I distinctly remember the first time I heard the F word. I was around seven or eight years old, and it was at one of those Christmas parties your parents dragged you to outside the usual staples. The kids congregated in one room, and to my gleeful surprise, A Christmas Story was on. Of course, I’d seen it many times by then, but it was comforting to know I wouldn’t need to seek out whatever spare activities were available to fill time until my parents satisfied their social obligations.

Most of the movie went by without incident until the tire replacement scene in which Ralphie’s dad enlists the help of his son to change a tire on the side of the highway. Lug nuts go flying, Ralphie blurts out “Oh, fudge,” and he suffers the consequences. Of course, he didn’t say “fudge,” but also of course, the movie didn’t say the real word, either. Again, I had seen this chain of events many times, but this time, at this stranger’s Christmas party, there was a new variable: an intrepid 10-year-old next to me looking for an easy mark.

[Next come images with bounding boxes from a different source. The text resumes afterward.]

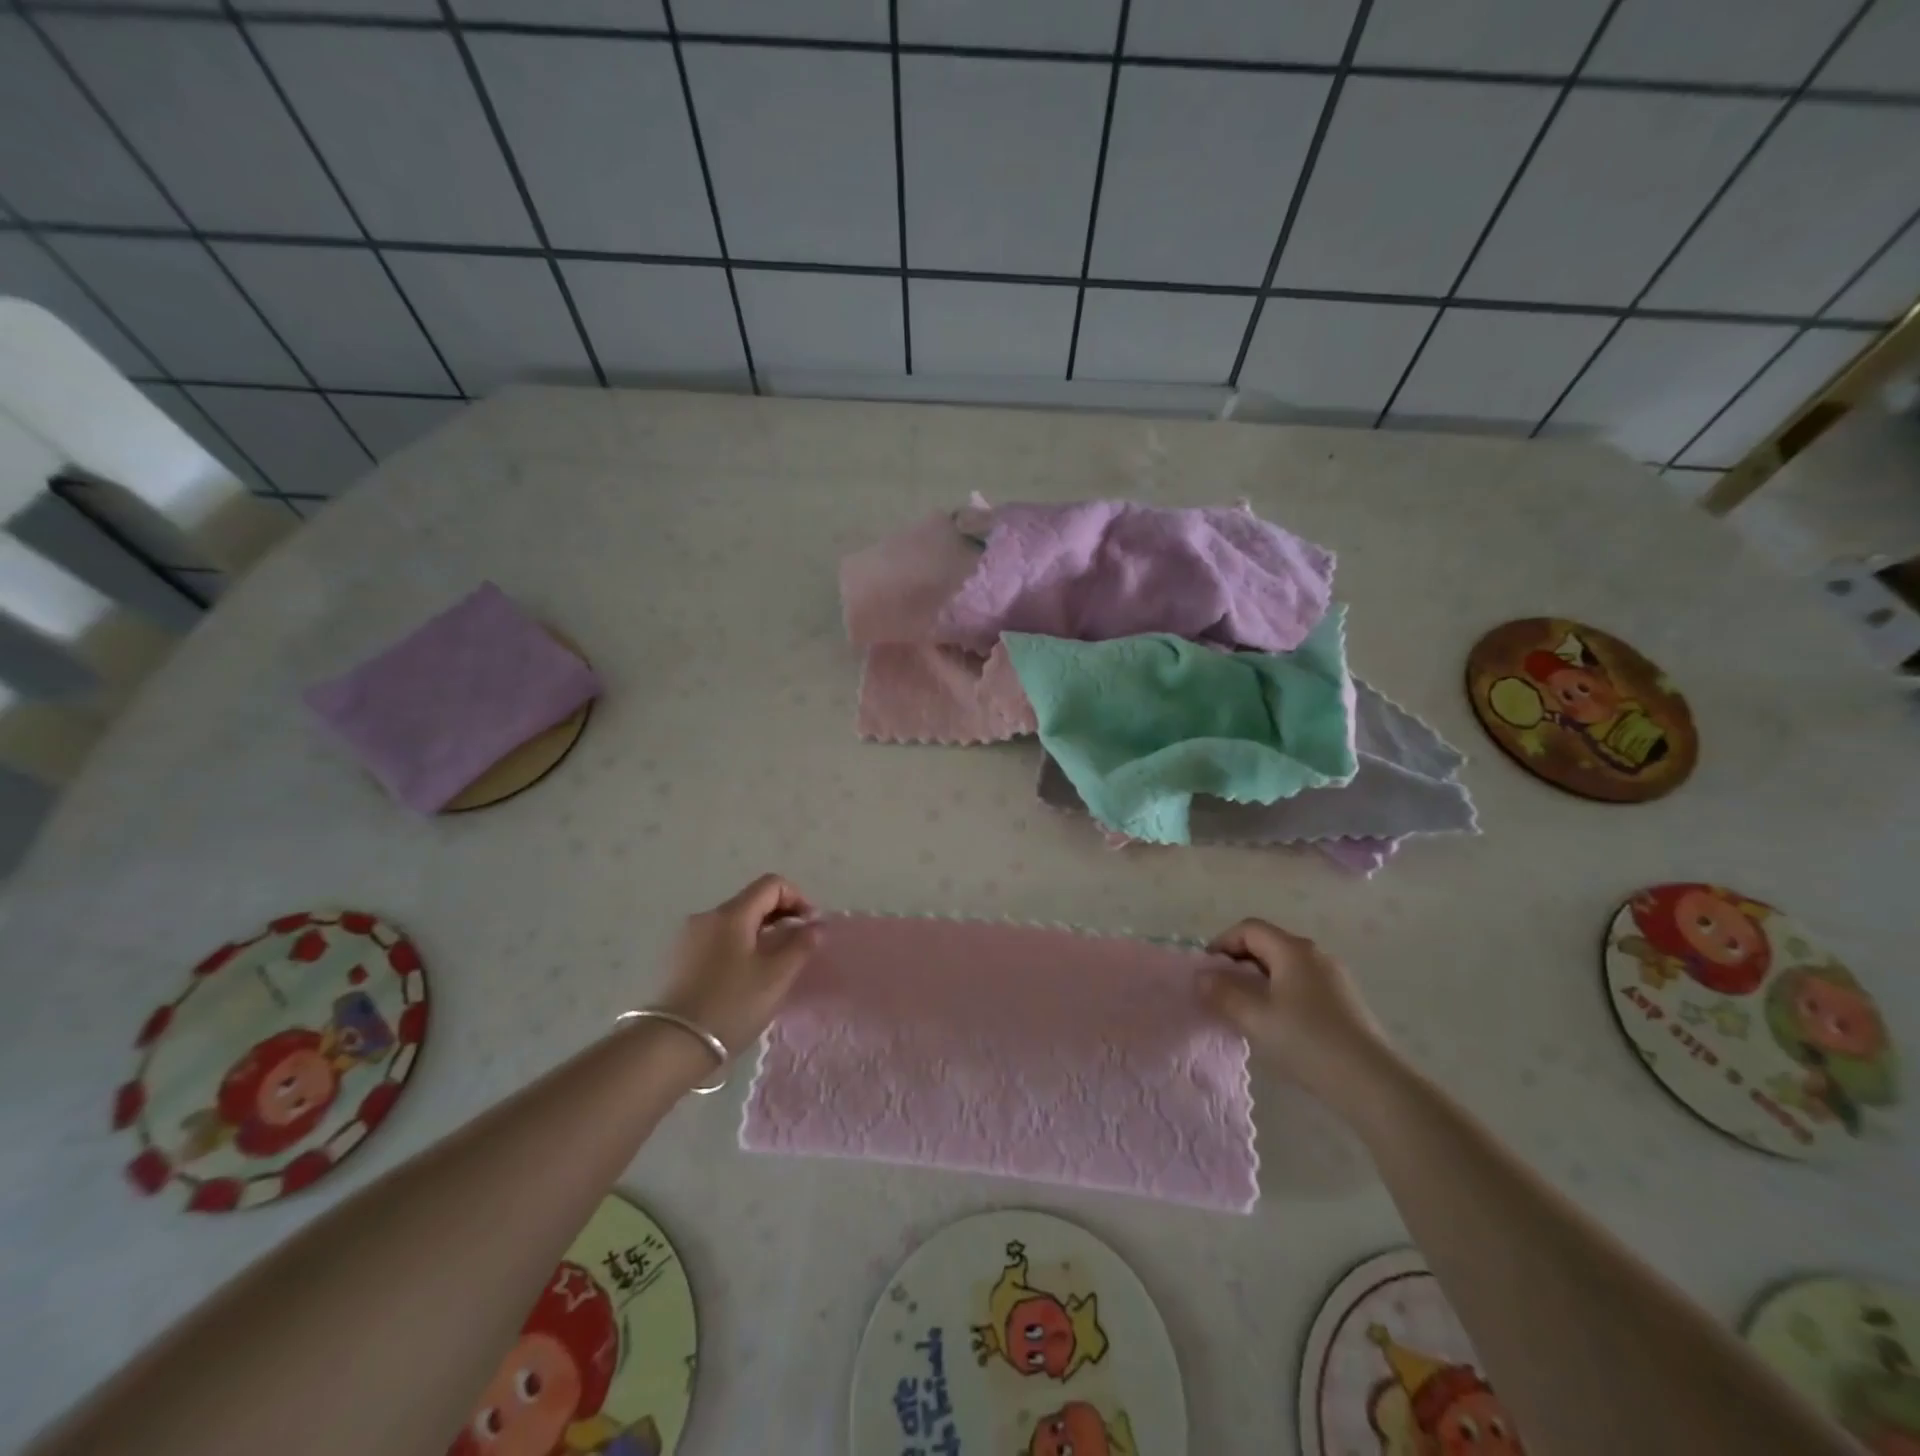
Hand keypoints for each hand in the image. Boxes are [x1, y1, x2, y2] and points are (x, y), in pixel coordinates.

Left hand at [655, 875, 821, 1055]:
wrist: (671, 1046)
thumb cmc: (731, 1005)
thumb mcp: (776, 976)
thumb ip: (801, 945)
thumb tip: (816, 925)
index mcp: (731, 914)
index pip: (771, 884)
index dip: (798, 898)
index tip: (810, 927)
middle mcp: (707, 917)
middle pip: (752, 901)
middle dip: (780, 916)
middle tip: (797, 947)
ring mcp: (688, 938)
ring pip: (735, 923)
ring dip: (760, 934)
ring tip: (773, 965)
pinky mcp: (679, 960)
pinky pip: (718, 941)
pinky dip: (739, 948)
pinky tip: (744, 978)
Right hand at [1198, 918, 1392, 1098]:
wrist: (1372, 1083)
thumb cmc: (1307, 1041)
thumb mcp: (1255, 1018)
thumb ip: (1223, 993)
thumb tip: (1202, 977)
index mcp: (1293, 950)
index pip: (1248, 928)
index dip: (1222, 943)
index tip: (1207, 971)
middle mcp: (1315, 954)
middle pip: (1267, 944)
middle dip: (1238, 963)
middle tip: (1220, 991)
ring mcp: (1334, 977)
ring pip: (1285, 966)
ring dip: (1258, 980)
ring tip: (1245, 1010)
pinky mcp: (1345, 1001)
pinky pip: (1301, 984)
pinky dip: (1280, 993)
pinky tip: (1277, 1024)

He slyly leaned over, with a twinkle of mischief in his eye, and whispered, do you want to know what he really said? Not wanting the label of ‘uncool’ new kid, I meekly responded affirmatively, and he cupped his hand over my ear and delivered a bonafide, unfiltered F bomb. All those prior viewings of that scene had built up the terrifying legend of this word in my mind, and when I heard it, it ripped through my consciousness like a banshee. I didn’t tell my parents, and the singe and dread of that word in my ear kept it out of my mouth for many years to come.

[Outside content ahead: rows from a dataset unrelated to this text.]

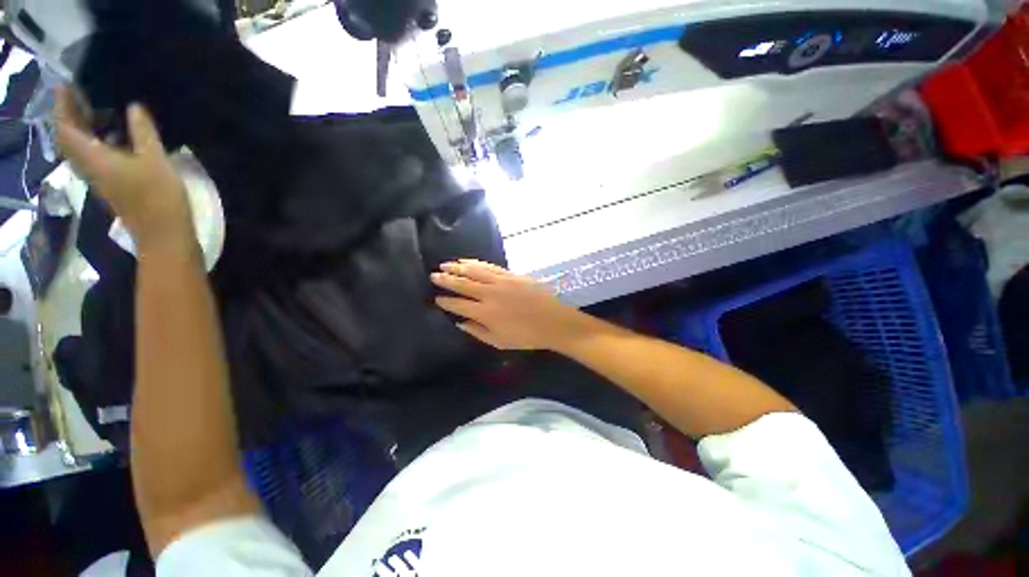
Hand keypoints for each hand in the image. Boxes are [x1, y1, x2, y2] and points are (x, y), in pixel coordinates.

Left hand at [55, 86, 193, 251]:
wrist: (163, 234)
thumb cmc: (158, 197)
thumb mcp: (155, 160)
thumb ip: (143, 132)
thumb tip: (134, 106)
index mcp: (94, 158)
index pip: (66, 128)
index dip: (63, 106)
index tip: (66, 85)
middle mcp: (89, 167)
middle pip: (68, 138)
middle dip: (69, 115)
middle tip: (79, 94)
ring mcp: (99, 178)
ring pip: (78, 148)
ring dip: (80, 128)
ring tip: (95, 110)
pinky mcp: (110, 184)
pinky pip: (92, 157)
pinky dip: (94, 141)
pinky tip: (111, 135)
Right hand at [430, 260, 591, 350]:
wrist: (554, 322)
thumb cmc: (526, 337)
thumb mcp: (499, 342)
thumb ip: (477, 332)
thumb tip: (459, 322)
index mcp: (485, 313)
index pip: (458, 304)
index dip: (445, 301)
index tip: (436, 298)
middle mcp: (489, 294)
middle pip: (463, 284)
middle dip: (446, 279)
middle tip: (433, 275)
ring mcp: (501, 281)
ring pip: (474, 271)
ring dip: (458, 267)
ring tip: (445, 265)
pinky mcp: (511, 275)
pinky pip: (490, 266)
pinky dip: (476, 263)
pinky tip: (468, 261)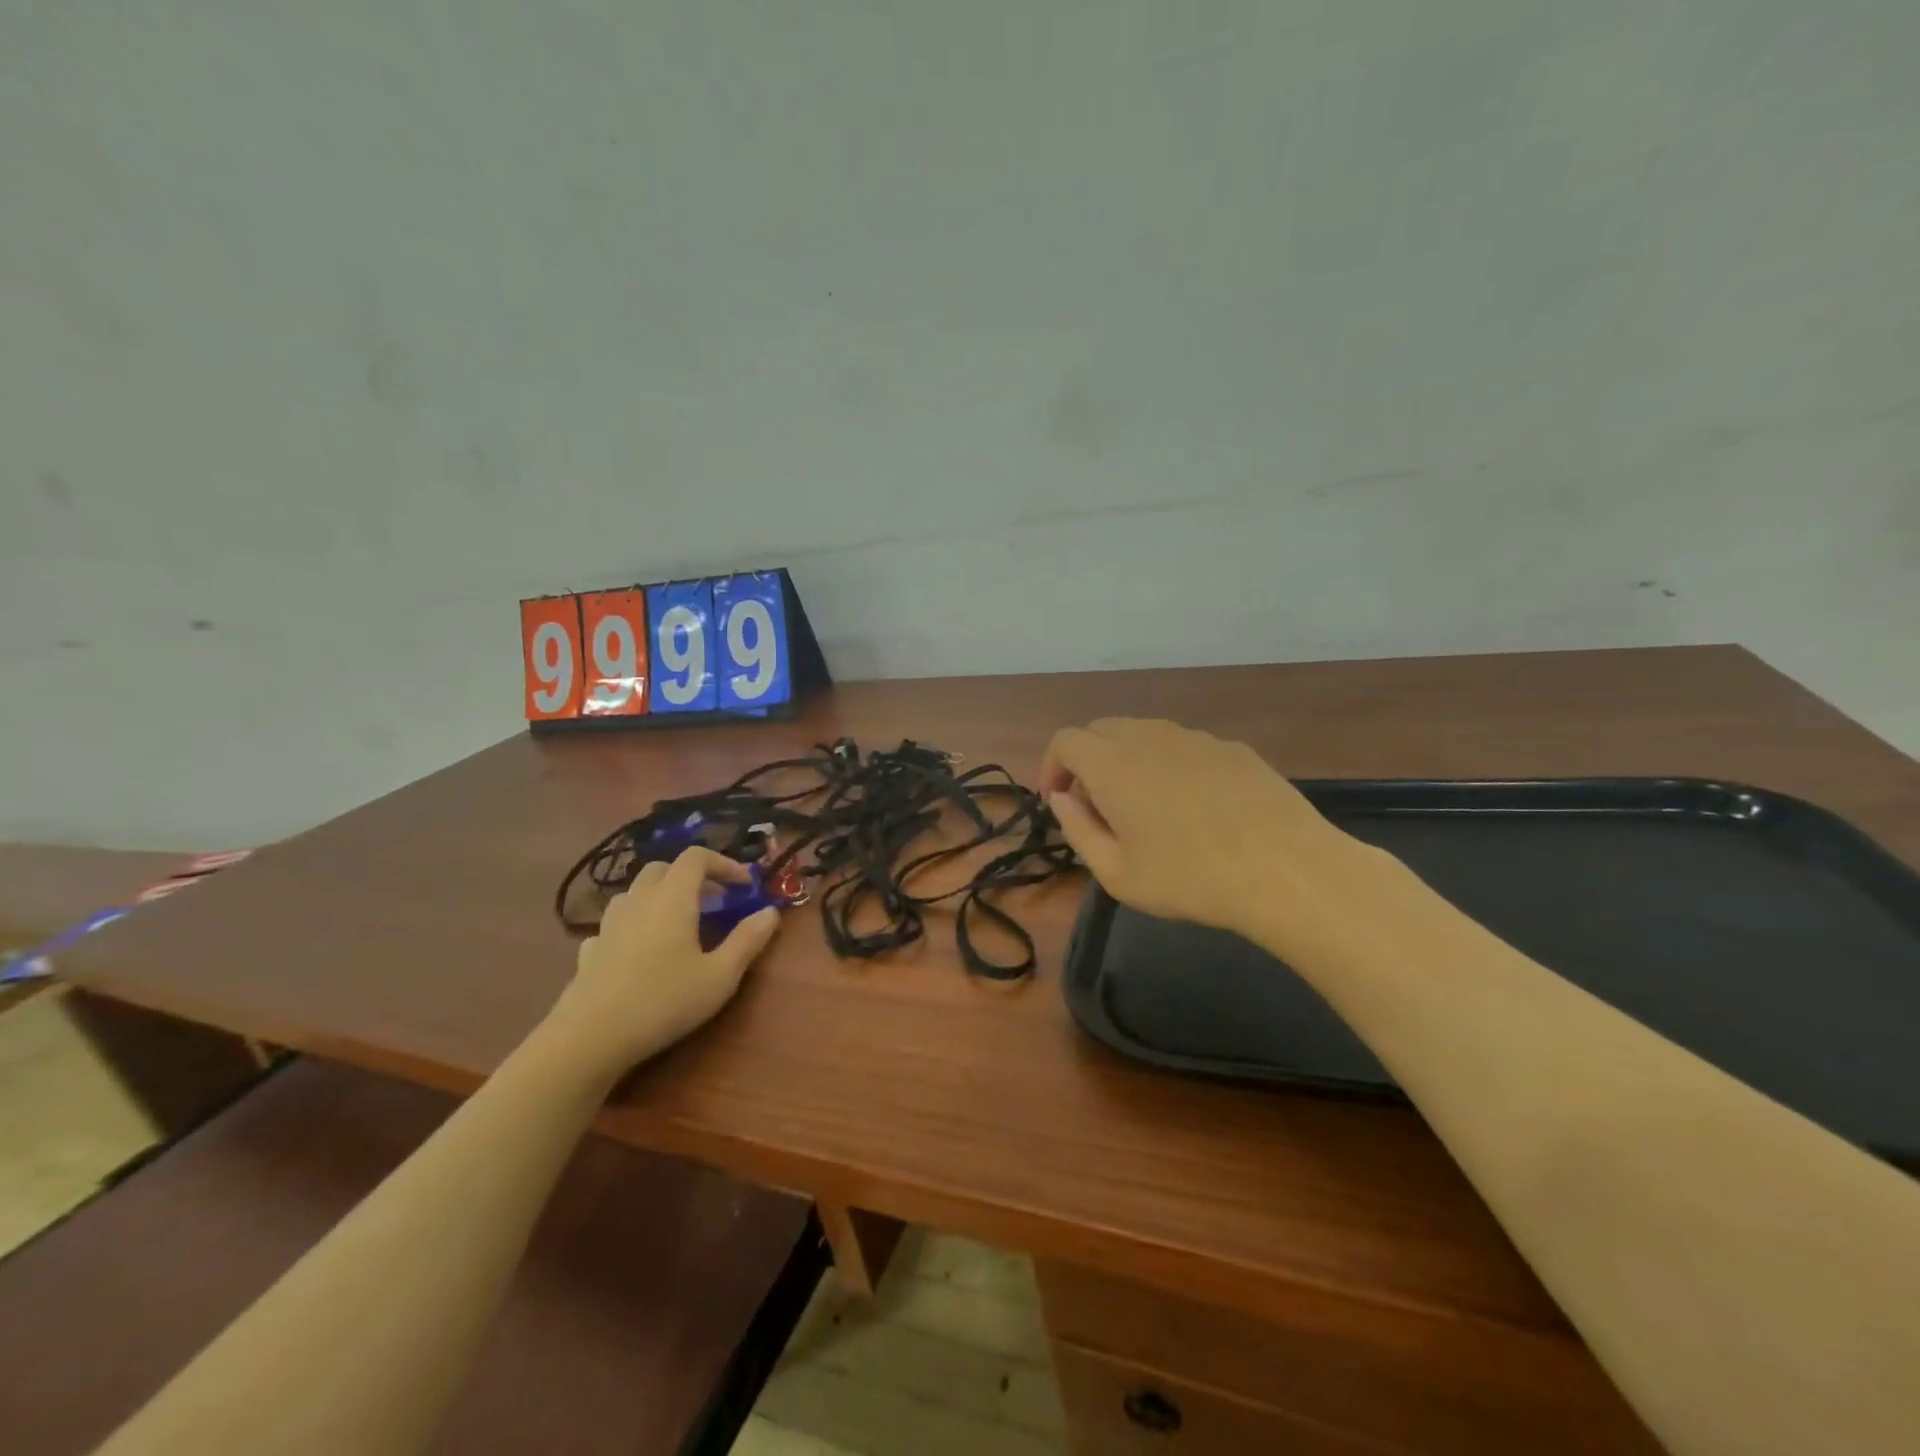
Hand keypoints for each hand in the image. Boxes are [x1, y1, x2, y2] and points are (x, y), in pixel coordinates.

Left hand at [539, 847, 781, 1085]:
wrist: (589, 1039)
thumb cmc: (664, 1001)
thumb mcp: (720, 976)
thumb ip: (748, 940)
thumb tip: (770, 912)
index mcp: (673, 898)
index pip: (696, 857)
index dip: (723, 863)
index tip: (744, 885)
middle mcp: (639, 901)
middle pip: (663, 869)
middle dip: (691, 877)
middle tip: (714, 902)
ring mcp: (608, 925)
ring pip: (635, 893)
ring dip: (659, 896)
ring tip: (678, 923)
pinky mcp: (590, 951)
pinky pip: (614, 924)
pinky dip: (633, 926)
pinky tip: (639, 950)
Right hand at [1041, 718, 1395, 958]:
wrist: (1286, 870)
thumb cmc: (1189, 878)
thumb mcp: (1117, 873)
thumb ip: (1078, 830)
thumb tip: (1062, 800)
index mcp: (1113, 764)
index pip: (1066, 740)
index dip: (1052, 766)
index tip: (1059, 801)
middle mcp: (1149, 737)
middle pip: (1102, 729)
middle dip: (1087, 761)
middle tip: (1096, 806)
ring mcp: (1195, 738)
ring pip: (1144, 733)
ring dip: (1128, 759)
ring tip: (1144, 806)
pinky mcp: (1232, 748)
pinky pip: (1184, 745)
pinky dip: (1169, 764)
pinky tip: (1194, 806)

My story isn’t especially unique, but it’s exactly the genre of childhood memory that 1983’s A Christmas Story absolutely nailed. It’s a series of vignettes from a time in life where everything seemed bigger, scarier, and more exciting, smartly framed through wistful adult voiceovers. Throw in a holiday theme, and you’ve got a Christmas classic.

This year’s A Christmas Story Christmas doesn’t try to repackage the same nostalgic memory bomb as its predecessor. Rather, the film is about grappling with memories in a real way, and not just as faded impressions with residual emotions. After his father unexpectedly dies a couple days before Christmas, Ralphie (Peter Billingsley, reprising the role), packs his family up and heads back to his childhood home to give everyone a Christmas his father would be proud of.

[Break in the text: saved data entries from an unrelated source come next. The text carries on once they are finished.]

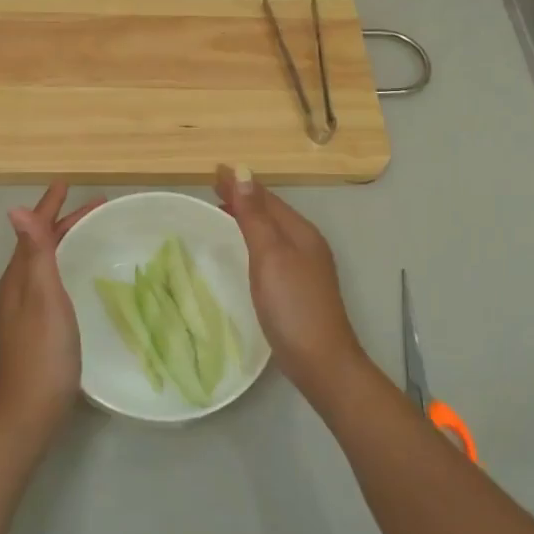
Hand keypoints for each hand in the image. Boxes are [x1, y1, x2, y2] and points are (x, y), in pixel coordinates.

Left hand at [0, 181, 102, 439]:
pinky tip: (79, 276)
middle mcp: (16, 289)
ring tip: (89, 232)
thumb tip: (15, 210)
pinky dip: (65, 264)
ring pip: (44, 263)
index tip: (67, 183)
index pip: (33, 231)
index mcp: (16, 278)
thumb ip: (34, 254)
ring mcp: (23, 310)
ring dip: (64, 242)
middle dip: (63, 222)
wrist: (30, 410)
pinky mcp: (35, 327)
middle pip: (39, 245)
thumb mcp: (42, 297)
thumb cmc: (42, 351)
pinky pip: (49, 281)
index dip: (50, 207)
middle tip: (96, 207)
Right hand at [215, 165, 372, 398]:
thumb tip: (243, 173)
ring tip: (222, 212)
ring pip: (272, 231)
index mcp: (301, 232)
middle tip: (212, 188)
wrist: (321, 361)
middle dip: (244, 197)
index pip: (266, 198)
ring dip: (248, 218)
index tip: (213, 171)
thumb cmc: (293, 305)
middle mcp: (306, 244)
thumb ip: (255, 216)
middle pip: (271, 212)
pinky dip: (253, 240)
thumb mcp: (270, 256)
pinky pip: (271, 251)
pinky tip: (242, 252)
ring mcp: (305, 268)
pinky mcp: (297, 288)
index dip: (241, 184)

Ralphie spends the whole film desperately trying to do so, and predictably, things go awry. But in the end, the effort is what counts, and Ralphie gets the beautiful Christmas he wanted. The father’s death and the family’s accompanying grief truly sets it apart from A Christmas Story, and that’s why it works. It’s the experience through which A Christmas Story’s narrator reengages and appreciates his childhood, and it makes the original all the more effective.

A Christmas Story Christmas could have just gone for a greatest hits medley and cashed in on nostalgia, but instead, it earnestly tried to say something about holding onto the warmth of Christmastime as an adult, as difficult as that may be. It’s quite funny at times, especially when it leans into jokes about the parental side of the holidays, and it’s got a big, winning heart.

Did sentimentality get the best of me and inflate my view of the film? Very possibly, but so what? The film hit a nerve, brought along some laughs (and a tear or two), and got me thinking about my childhood, and especially Christmastime, and new and fulfilling ways. That’s all I can ask of Ralphie and Co.

This review originally appeared in the December 7, 2022, edition of the Martin City Telegraph.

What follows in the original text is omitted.